It is also important to consider the factors that contribute to the variations in property valuations among valuers. Mohammad reported that there are six (6) elements of a valuer’s behavioral uncertainties, which include heuristics and bias, ethical conduct, client influence, the valuer’s experience and knowledge, the availability and accuracy of market data, as well as negligence and professionalism [48]. Among them, there are various studies on client influence. In particular, client feedback related to mortgages has been reported to influence valuations [49,50,51]. It is also reported that clients with expertise and a high level of knowledge of the property market are able to influence valuers by way of expertise and information power [52]. AI property valuations do not seem to be influenced by clients because they are performed by AI. However, AI property valuation services also have users, so they may be subject to some bias from the users as well as client influence on traditional property valuation. Therefore, this study emphasizes the importance of focusing on the business model of the AI property valuation services and how service providers earn revenues through user interactions instead of client influence on traditional property valuation.

3. Materials and Methods

3.1. Materials

In this study, the research was conducted from October to December 2022 for five AI property valuation services in Japan: IESHIL, Price Map, Condominium Navigator, Speed AI Condominium Valuation, and Condominium AI Automatic Valuation, which list a large number of properties and whose valuations can be easily obtained from their websites. From among more than 20 AI property valuation services in Japan, services were selected in this study based on the user’s perspective as services that do not require personal information, are available free of charge, and provide detailed property information such as distance from the station, building age, total number of units, floor number, and exclusive unit area. These services provide valuations of single condominium units. According to the 2023 Housing and Land Survey conducted by the Ministry of Internal Affairs and Communications in Japan, housing complexes, which generally means condominiums or apartments in Japan, accounted for 72%, while detached houses accounted for 26% in Tokyo. This indicates that housing complexes are more common than detached houses in Tokyo. Therefore, AI property valuation services primarily target condominium units.

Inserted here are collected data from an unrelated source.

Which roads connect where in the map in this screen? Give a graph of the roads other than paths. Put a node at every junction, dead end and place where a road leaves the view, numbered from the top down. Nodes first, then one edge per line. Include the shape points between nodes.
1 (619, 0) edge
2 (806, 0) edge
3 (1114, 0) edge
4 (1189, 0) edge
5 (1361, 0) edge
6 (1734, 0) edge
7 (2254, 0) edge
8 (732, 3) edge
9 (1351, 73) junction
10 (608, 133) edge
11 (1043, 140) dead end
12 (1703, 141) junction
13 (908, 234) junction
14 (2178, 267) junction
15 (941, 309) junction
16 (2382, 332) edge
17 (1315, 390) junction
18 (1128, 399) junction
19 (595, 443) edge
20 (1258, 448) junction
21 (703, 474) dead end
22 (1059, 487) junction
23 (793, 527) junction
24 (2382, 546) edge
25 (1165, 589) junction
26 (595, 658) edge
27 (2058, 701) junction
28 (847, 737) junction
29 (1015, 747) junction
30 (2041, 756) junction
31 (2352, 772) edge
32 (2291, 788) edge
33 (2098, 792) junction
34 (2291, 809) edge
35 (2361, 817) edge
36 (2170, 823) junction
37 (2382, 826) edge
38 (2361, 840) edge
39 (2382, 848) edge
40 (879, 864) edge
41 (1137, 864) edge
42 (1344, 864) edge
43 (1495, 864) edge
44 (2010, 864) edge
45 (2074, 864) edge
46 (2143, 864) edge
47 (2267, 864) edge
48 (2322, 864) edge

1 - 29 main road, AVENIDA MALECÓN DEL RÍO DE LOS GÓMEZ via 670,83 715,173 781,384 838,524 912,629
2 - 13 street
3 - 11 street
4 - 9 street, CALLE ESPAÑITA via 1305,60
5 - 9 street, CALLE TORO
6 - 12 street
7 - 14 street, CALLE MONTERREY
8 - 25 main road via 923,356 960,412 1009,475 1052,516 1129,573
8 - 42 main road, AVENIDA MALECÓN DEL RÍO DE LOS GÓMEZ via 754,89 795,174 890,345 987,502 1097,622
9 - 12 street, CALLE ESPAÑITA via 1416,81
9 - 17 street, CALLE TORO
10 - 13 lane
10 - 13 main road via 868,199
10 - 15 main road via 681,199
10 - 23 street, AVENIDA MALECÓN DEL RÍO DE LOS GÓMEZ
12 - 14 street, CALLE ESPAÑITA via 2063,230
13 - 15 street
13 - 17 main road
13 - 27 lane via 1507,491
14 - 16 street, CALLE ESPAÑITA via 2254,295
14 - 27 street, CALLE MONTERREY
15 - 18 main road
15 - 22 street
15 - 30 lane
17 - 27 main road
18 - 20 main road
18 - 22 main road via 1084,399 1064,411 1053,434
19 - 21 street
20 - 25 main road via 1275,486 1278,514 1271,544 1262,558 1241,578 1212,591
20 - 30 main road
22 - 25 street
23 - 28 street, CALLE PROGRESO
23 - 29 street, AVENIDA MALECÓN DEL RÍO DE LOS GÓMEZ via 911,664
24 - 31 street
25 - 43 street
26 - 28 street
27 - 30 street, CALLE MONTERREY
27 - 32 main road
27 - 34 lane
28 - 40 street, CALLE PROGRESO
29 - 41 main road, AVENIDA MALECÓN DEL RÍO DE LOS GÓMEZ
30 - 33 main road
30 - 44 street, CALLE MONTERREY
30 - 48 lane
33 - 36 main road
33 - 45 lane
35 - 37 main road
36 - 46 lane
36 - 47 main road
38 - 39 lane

Since the target properties for this service are condominium units, the research focused on the popular residential areas and specifically targeted six areas: Aoyama, the Akasaka, and Azabu areas, known as the “3A” areas, which are popular residential areas with high-end condominiums, and the Kichijoji, Meguro, and Ikebukuro areas, which are often ranked highly in “Most livable area” surveys [53]. These areas were selected because popular residential areas generally have a large number of properties for sale, allowing for a larger sample size. Additionally, a large number of properties for sale typically means that the transaction prices within each area are relatively stable. The samples were properties for which data were manually collected from all five services on the same day for each individual condominium unit. We actually used each service to collect the data as users. Each service is online, and property information and AI property valuations are automatically displayed when a condominium name, station, or address is entered. Therefore, the same data can be collected by anyone, but the data collection for this study was conducted by one person. Among the five services, the properties that matched the apartment name, floor number, and exclusive unit area were used for the comparisons. As a result, the total number of properties was 859 in the six areas. In total, 4295 property valuations were sampled, corresponding to the number of services providing the valuation data for each property. It took approximately three months to collect this sample size. Table 1 presents the means of the basic property information on the samples in each area.
The means of the AI property valuations (in million JPY) for each area indicated that Aoyama, Akasaka, and Azabu—recognized as high-end condominium areas—were roughly twice as expensive as Kichijoji and Ikebukuro. According to Table 1, the mean of the distance from the station in most areas ranged from 6 to 8 min, with the Akasaka area slightly closer at 4 min. The mean of the building age ranged from 24 to 30 years, the total number of units was approximately 60 to 80, and the floor number ranged from 5 to 7, showing no significant differences among the areas. The mean of the exclusive unit area was typically 60–80 square meters, except in Ikebukuro where it was smaller compared to the other areas. In the statical difference tests in this analysis, the property valuation was not divided by the exclusive area in order to take the user’s perspective into account. Table 2 shows the basic statistics on the AI property valuations in each service.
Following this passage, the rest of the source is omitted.